There is sore need of rain now, so I suppose the bell will be struck ere long. Apparently it is reserved as a last resource, for already the little Emperor and the Empresses Regent have been pleading for rain in the gorgeous yellow tiled temple at the entrance to the Forbidden City, and Prince Yeh, as the Emperor's deputy, has been repeatedly sent to pray for rain in a most strange open-air temporary sanctuary close to the Bell Temple. We discovered this quite by chance, having observed a large circular inclosure in the middle of a field of standing corn.
We halted and went to see what it was, and we found that it consisted of eight screens of coarse yellow mats, with great yellow dragons designed on them. Four of the screens form a circle having four gaps. The other four are straight, and are placed outside, so as to guard and conceal the entrances. In the centre a square raised platform of earth forms a rude altar, at the four corners of which are four vases of the coarsest pottery, containing plants; straggling and much trampled corn grows between and around them, as in the field outside. In a small tent close by we found a sleepy watchman, who told us about the Prince's devotional visits to this very primitive oratory.
After four hours of intolerably weary jolting in our dreadful cart, we arrived at Wan-Shu-Shan, which is the only portion of the grounds of the Summer Palace (the Yuen-Ming-Yuen) to which foreigners are still admitted, as they have there wrought such hopeless ruin that I suppose it is not thought worth while to shut them out; and truly it is sickening even now to look on such a scene of devastation. The park, which is now once more closed to the barbarians, contains fine palatial buildings, faced with colonnades and altogether of a very Italian type, having been built under the direction of the Jesuits, but the beautiful pleasure grounds, where we wandered over wooded hills all strewn with beautiful ruins, is purely Chinese, and as such is to me far more interesting.

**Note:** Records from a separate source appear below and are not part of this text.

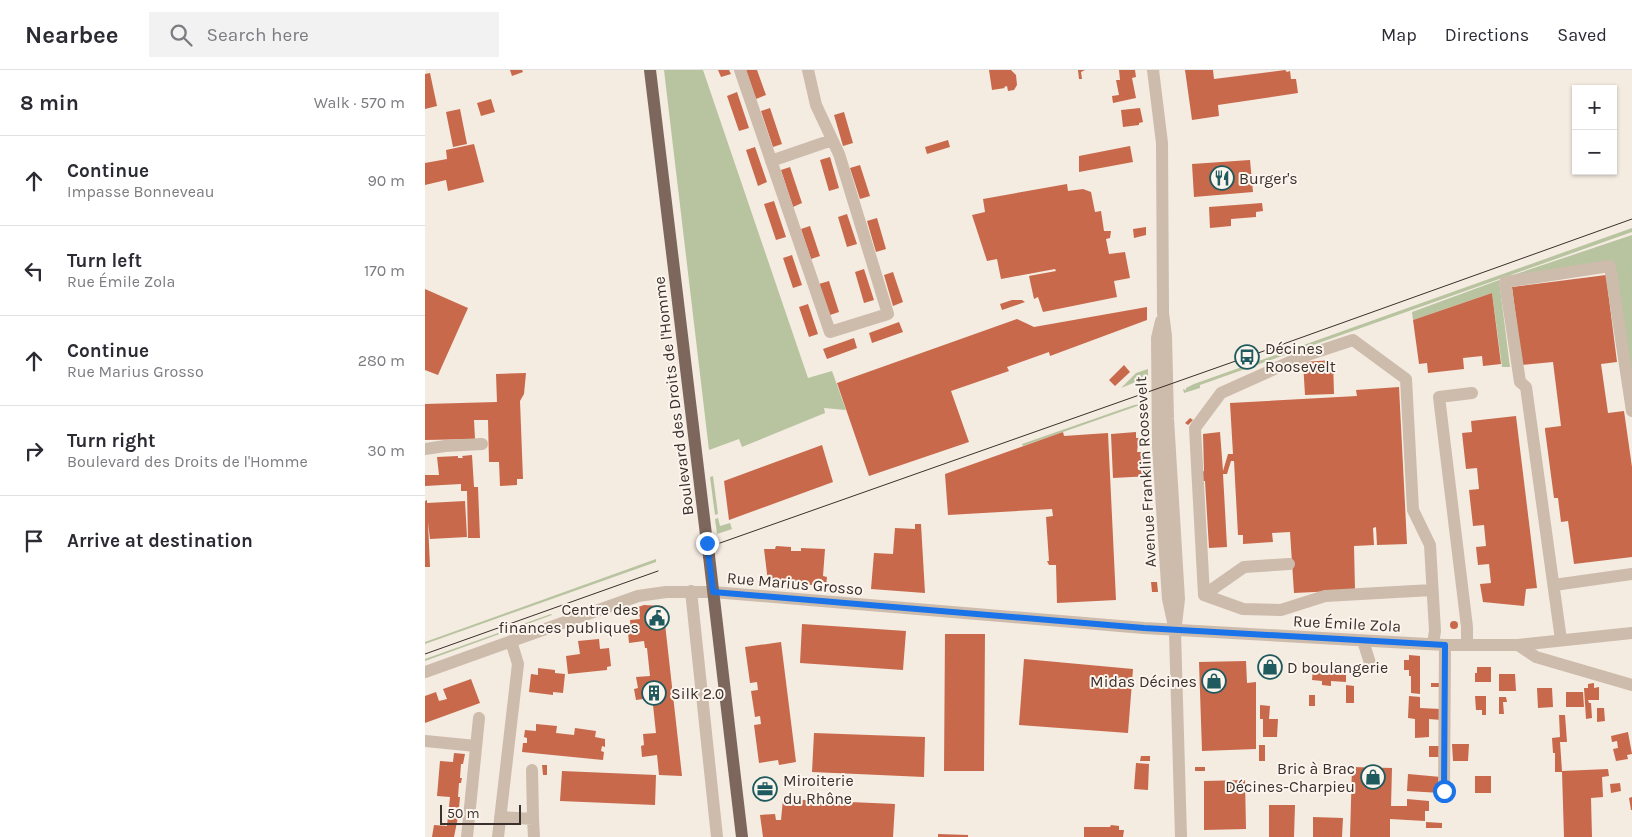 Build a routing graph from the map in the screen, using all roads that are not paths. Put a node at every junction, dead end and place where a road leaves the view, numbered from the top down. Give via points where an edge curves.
1 (650, 70) edge
2 (740, 70) edge
3 (807, 70) edge
4 (1153, 70) edge
5 (833, 140) junction
6 (771, 161) junction
7 (1472, 393) dead end
8 (1632, 411) edge
9 (482, 444) dead end
10 (425, 449) edge
11 (1289, 564) dead end
12 (1632, 574) edge
13 (1553, 585) junction
14 (1432, 590) junction
15 (691, 591) junction
16 (713, 592) junction
17 (1204, 595) junction
18 (1175, 629) junction
19 (1632, 633) edge
20 (1561, 640) junction
21 (511, 641) junction
22 (1363, 641) junction
23 (1439, 645) junction
24 (1518, 645) junction
25 (1467, 646) junction
26 (1371, 663) dead end
27 (425, 672) edge
28 (1632, 685) edge
29 (479, 718) dead end
30 (425, 741) edge
31 (476, 746) junction
32 (532, 770) dead end
33 (1444, 791) dead end
34 (500, 817) junction
35 (533, 819) junction
36 (467, 837) edge
37 (498, 837) edge
38 (533, 837) edge
39 (717, 837) edge
40 (742, 837) edge
41 (1181, 837) edge

1 - 16 main road, Boulevard des Droits de l'Homme
2 - 6 street
3 - 5 street via 816,105
4 - 18 street, Avenue Franklin Roosevelt via 1162,143 1163,313 1166,336 1163,419 1179,599
5 - 6 street
5 - 6 street via 888,314 831,332
7 - 25 street via 1439,397
8 - 13 street via 1610,266 1505,282 1520,382 1526,387
9 - 10 street
11 - 17 street via 1245,567
12 - 13 street
13 - 20 street
14 - 17 street via 1325,596 1281,610 1243,609
14 - 17 street via 1430,545 1413,510 1406,379 1353,340 1301,357 1221,393 1195,428
14 - 23 street
15 - 16 street, Rue Marius Grosso
15 - 21 street, Rue Marius Grosso via 638,596
15 - 39 street
16 - 18 street, Rue Marius Grosso
16 - 40 main road, Boulevard des Droits de l'Homme
18 - 22 street, Rue Émile Zola
18 - 41 street, Avenue Franklin Roosevelt
19 - 20 street, Rue Émile Zola
20 - 24 street, Rue Émile Zola
21 - 27 street, Rue Marius Grosso
21 - 34 street via 518,664
22 - 23 street, Rue Émile Zola
22 - 26 street
23 - 25 street, Rue Émile Zola
23 - 33 street
24 - 25 street, Rue Émile Zola
24 - 28 street via 1536,657
29 - 31 street
30 - 31 street
31 - 36 street
32 - 35 street
34 - 35 street
34 - 37 street
35 - 38 street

Our first halt was beside a well whose waters are so deliciously crystalline and cold that they seemed to our parched and dusty throats as a true elixir. So famous is this pure spring that the daily supply for the Imperial Palace is brought thence in barrels, in a cart flying a yellow flag, with an inscription in black characters stating that it travels on the Emperor's business—a warning to all men to make way for it. The water near the city is all bad and brackish, so such a spring as this is a priceless boon.
This wonderland has been so often described since its destruction, that in its present aspect the whole seems familiar ground; but it is new to me to learn anything concerning it in its palmy days, from the pen of an eyewitness, and so I have been much interested in reading a curious account of these Imperial pleasure-grounds written in 1743 by Mons. Attiret, a French missionary, whose talent for painting led to his receiving an order to make drawings for the Emperor at the Summer Palace.